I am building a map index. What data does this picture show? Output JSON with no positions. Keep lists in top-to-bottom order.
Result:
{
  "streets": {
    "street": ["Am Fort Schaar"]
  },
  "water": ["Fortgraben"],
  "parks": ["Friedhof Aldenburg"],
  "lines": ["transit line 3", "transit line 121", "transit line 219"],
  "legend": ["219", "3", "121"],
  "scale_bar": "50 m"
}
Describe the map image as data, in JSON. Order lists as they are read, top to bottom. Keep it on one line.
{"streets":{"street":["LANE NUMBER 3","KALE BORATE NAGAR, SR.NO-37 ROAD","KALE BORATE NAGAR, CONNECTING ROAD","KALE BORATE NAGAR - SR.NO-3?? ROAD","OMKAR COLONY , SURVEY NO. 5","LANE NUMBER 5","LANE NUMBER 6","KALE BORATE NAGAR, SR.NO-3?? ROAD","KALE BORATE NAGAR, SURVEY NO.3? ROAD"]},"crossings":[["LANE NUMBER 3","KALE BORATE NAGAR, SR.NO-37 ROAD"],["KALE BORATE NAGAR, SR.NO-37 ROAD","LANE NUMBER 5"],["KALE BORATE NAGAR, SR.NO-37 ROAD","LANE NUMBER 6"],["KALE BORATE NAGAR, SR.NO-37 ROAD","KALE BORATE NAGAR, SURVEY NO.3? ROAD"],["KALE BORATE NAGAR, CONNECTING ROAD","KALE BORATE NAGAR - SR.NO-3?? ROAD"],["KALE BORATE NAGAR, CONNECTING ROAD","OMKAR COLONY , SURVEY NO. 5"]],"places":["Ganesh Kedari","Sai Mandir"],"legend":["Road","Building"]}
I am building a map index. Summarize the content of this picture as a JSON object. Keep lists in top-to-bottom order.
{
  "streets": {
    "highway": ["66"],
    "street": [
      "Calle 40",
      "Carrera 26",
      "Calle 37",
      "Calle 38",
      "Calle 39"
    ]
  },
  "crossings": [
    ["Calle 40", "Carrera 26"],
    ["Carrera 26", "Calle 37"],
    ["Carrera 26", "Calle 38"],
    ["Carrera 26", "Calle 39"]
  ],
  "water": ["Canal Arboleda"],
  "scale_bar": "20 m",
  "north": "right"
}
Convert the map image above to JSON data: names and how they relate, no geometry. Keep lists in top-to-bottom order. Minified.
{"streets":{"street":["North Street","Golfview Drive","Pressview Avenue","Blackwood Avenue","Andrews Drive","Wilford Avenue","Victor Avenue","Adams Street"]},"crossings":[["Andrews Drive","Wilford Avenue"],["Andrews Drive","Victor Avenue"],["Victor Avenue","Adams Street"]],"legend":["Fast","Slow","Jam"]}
++++
● BRIEF
Transcribe the entire listing. Leave every word as it is.

● REPLY TO THE EXERCISE
I am building a map index. What data does this picture show? Output JSON with no positions. Keep lists in top-to-bottom order.
Result:
{
  "streets": {
    "street": ["Am Fort Schaar"]
  },
  "water": ["Fortgraben"],
  "parks": ["Friedhof Aldenburg"],
  "lines": ["transit line 3", "transit line 121", "transit line 219"],
  "legend": ["219", "3", "121"],
  "scale_bar": "50 m"
}
Describe the map image as data, in JSON. Order lists as they are read, top to bottom. Keep it on one line.
{"streets":{"street":["LANE NUMBER 3","KALE BORATE NAGAR, SR.NO-37 ROAD","KALE BORATE NAGAR, CONNECTING ROAD","KALE BORATE NAGAR - SR.NO-3?? ROAD","OMKAR COLONY , SURVEY NO. 5","LANE NUMBER 5","LANE NUMBER 6","KALE BORATE NAGAR, SR.NO-3?? ROAD","KALE BORATE NAGAR, SURVEY NO.3? ROAD"]},"crossings":[["LANE NUMBER 3","KALE BORATE NAGAR, SR.NO-37 ROAD"],["KALE BORATE NAGAR, SR.NO-37 ROAD","LANE NUMBER 5"],["KALE BORATE NAGAR, SR.NO-37 ROAD","LANE NUMBER 6"],["KALE BORATE NAGAR, SR.NO-37 ROAD","KALE BORATE NAGAR, SURVEY NO.3? ROAD"],["KALE BORATE NAGAR, CONNECTING ROAD","KALE BORATE NAGAR - SR.NO-3?? ROAD"],["KALE BORATE NAGAR, CONNECTING ROAD","OMKAR COLONY , SURVEY NO. 5"]],"places":["Ganesh Kedari","Sai Mandir"],"legend":["Road","Building"]}
I am building a map index. Summarize the content of this picture as a JSON object. Keep lists in top-to-bottom order.
{
  "streets": {
    "highway": ["66"],
    "street": [
      "Calle 40",
      "Carrera 26",
      "Calle 37",
      "Calle 38",
      "Calle 39"
    ]
  },
  "crossings": [
    ["Calle 40", "Carrera 26"],
    ["Carrera 26", "Calle 37"],
    ["Carrera 26", "Calle 38"],
    ["Carrera 26", "Calle 39"]
  ],
  "water": ["Canal Arboleda"],
  "scale_bar": "20 m",
  "north": "right"
}
Convert the map image above to JSON data: names and how they relate, no geometry. Keep lists in top-to-bottom order. Minified.
{"streets":{"street":["North Street","Golfview Drive","Pressview Avenue","Blackwood Avenue","Andrews Drive","Wilford Avenue","Victor Avenue","Adams Street"]},"crossings":[["Andrews Drive","Wilford Avenue"],["Andrews Drive","Victor Avenue"],["Victor Avenue","Adams Street"]],"legend":["Fast","Slow","Jam"]}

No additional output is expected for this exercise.